However, Lady Deirdre aims to offer a unified framework API that
guides you through the steps of programming language development,
providing even more components necessary to develop a full-featured
language ecosystem. For example, components to develop a source
code formatter. I will be happy to answer any questions. Ilya
Author : Eliah_Lakhin
Score : 83 points
Date : 2024-06-21 09:40 UTC (13 hours ago)
(HTM) web link (github.com)
(TXT) w3m dump (github.com)
| solarpunk wrote:
| I like the Alpha Centauri reference here lol.
| mdaniel wrote:
| The way the headline was written it seemed like this was the
| second _iteration_ of Lady and not just a 2.0 release
| announcement
|
| It would have also gone a long way if you had mentioned the
| licensing, which I am always interested in:
| https://github.com/Eliah-Lakhin/lady-deirdre#copyright
|
| As for a question: why the seemingly needless location of
| everything down in a "work" folder? Is there something else that
| you envision one day living at the top-level which you just
| planned for by putting everything someone would care about one
| further click away?
| Eliah_Lakhin wrote:
| You are right, this is indeed the second iteration of the
| project. Since the first iteration (released about a year ago),
| many things have changed and been reworked. The most notable
| change is the introduction of the semantic-analysis framework.

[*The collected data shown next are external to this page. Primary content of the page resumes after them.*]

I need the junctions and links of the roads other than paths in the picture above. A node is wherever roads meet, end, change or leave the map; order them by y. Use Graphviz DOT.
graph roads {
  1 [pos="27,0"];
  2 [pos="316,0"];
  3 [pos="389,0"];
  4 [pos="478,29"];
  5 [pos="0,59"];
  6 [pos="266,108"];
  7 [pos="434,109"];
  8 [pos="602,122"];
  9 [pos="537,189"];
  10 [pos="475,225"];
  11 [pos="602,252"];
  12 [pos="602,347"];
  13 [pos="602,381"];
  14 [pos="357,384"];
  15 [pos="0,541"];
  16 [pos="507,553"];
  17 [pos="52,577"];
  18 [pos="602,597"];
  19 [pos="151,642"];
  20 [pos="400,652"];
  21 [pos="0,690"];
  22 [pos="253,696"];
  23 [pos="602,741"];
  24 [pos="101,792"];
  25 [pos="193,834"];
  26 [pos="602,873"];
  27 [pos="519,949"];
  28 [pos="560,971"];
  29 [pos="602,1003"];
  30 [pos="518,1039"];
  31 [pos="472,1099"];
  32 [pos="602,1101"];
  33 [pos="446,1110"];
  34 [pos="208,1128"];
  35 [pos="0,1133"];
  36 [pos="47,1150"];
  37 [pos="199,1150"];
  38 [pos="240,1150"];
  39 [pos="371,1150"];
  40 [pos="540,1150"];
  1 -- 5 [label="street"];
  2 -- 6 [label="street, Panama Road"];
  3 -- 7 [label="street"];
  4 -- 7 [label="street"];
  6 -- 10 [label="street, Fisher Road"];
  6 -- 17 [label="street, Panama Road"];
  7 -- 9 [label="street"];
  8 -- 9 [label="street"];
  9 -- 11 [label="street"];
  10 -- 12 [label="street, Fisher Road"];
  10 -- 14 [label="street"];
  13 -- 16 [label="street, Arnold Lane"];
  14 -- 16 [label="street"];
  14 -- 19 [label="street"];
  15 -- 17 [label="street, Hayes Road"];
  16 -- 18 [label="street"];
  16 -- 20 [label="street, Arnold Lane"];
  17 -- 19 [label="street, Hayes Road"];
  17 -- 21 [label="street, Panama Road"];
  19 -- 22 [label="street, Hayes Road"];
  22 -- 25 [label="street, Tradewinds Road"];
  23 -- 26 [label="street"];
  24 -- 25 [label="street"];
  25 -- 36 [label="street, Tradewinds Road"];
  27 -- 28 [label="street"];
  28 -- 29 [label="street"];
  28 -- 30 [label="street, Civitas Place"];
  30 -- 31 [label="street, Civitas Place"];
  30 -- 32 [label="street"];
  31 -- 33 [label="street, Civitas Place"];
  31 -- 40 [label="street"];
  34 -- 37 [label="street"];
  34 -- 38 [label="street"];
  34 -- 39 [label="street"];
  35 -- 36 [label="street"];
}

| Lady Deirdre 1 was merely an incremental parser library.
|
| > why the seemingly needless location of everything down in a
| "work" folder?
|
| It's just easier for me to organize the filesystem this way on
| my local machine. Everything that is unrelated to the
| development is outside of the work directory. Also, the license
| agreement refers to the "work". Perhaps it would be clearer for
| users if the work directory is clearly dedicated.
|
| > Is there something else that you envision one day living at
| the top-level which you just planned for by putting everything
| someone would care about one further click away?
|
| Everything that I planned to publish that is related to Lady
| Deirdre is already in the repository. I use this project for my
| other programming language project that I plan to release soon,
| but it will be in a separate GitHub repo. Actually, Lady
| Deirdre initially was separated from the language project
| codebase as I thought it may be useful for other programming
| language authors.
| armchairhacker wrote:
| First, I really like language frameworks like this. I think it
| could become very useful and popular.
|
| That being said, I really doubt anyone will buy a commercial
| license. People don't sell compilers and IDEs, and the ones who
| do are large corporations who make everything themselves. Look at
| state of language tooling today: nearly every compiler is open-
| source, every language server is free, every IDE is free except
| JetBrains (a well-known company with a large reputation) and
| Sublime Text (being heavily replaced by VS Code), and anything
| not open-source has an active open-source alternative. Nobody's
| going to buy a license from you to sell their compiler, because
| nobody's planning to sell their compiler.
|
| For this reason I'd recommend changing the license. I don't think
| it's overly-restrictive or dishonest, I think it's fair to expect
| being paid if someone makes >$200,000 off your work. But
| nonetheless it hurts adoption, a lot of people will see
| "proprietary" and not even read the license text. You're more
| likely to make money distributing it as MIT / Apache, letting it
| get popular, and setting up donations/sponsorships to fund
| development. But honestly, if you're looking to make money this
| isn't the space to do so: you could be hired by someone to work
| on PL, or you could sell something like a game, but you're not
| going to sell your own PL.
| Eliah_Lakhin wrote:
| Thank you for your feedback!
|
| I agree with your point about the licensing. I would also add
| that tools for the development of compiler front-ends are quite
| a niche market. So, honestly speaking, I don't plan to earn
| much from my project regardless of the license terms. This work
| is part of a higher-level in-progress toolset, which is closer
| to the end users. I have dedicated it as a separate project
| primarily for public preview, with some restrictions on
| distribution and use, as I haven't decided on the overall
| toolset distribution model yet. But it is possible that I will
| change the licensing terms of Lady Deirdre in the future to
| something less restrictive (maybe even MIT) to make it more
| popular, this is just not my current goal. I apologize for any
| inconvenience my current licensing terms may cause.
| Onavo wrote:
| You could however offer a cloud based static analysis API for
| security companies, which could be a viable source of revenue
| to fund the development.
| zackbrown wrote:
| > I apologize for any inconvenience my current licensing
| terms may cause.
|
| Friendly advice from a stranger, worth what it costs: I
| believe the greatest inconvenience of a commercial license
| will be to _you_, as opposed to end-users.
|
| The market is so saturated with open source, developers
| expect it, and commercial licenses cause huge usage friction
| and doubt.
|
| The "dual license" died as a viable business model around the
| time Meta (nee Facebook) and Microsoft starting investing
| billions into free-as-in-beer OSS, 10-15 years ago.
|
| Today, this model will only sabotage usage. People using your
| OSS is good. Even if your goal isn't to become popular, usage
| & feedback are learning, and while it's fine for popularity
| not to be a goal, I would encourage you not to proactively
| target the opposite of popularity.
|
| If you have some other IP (the other tech you're describing)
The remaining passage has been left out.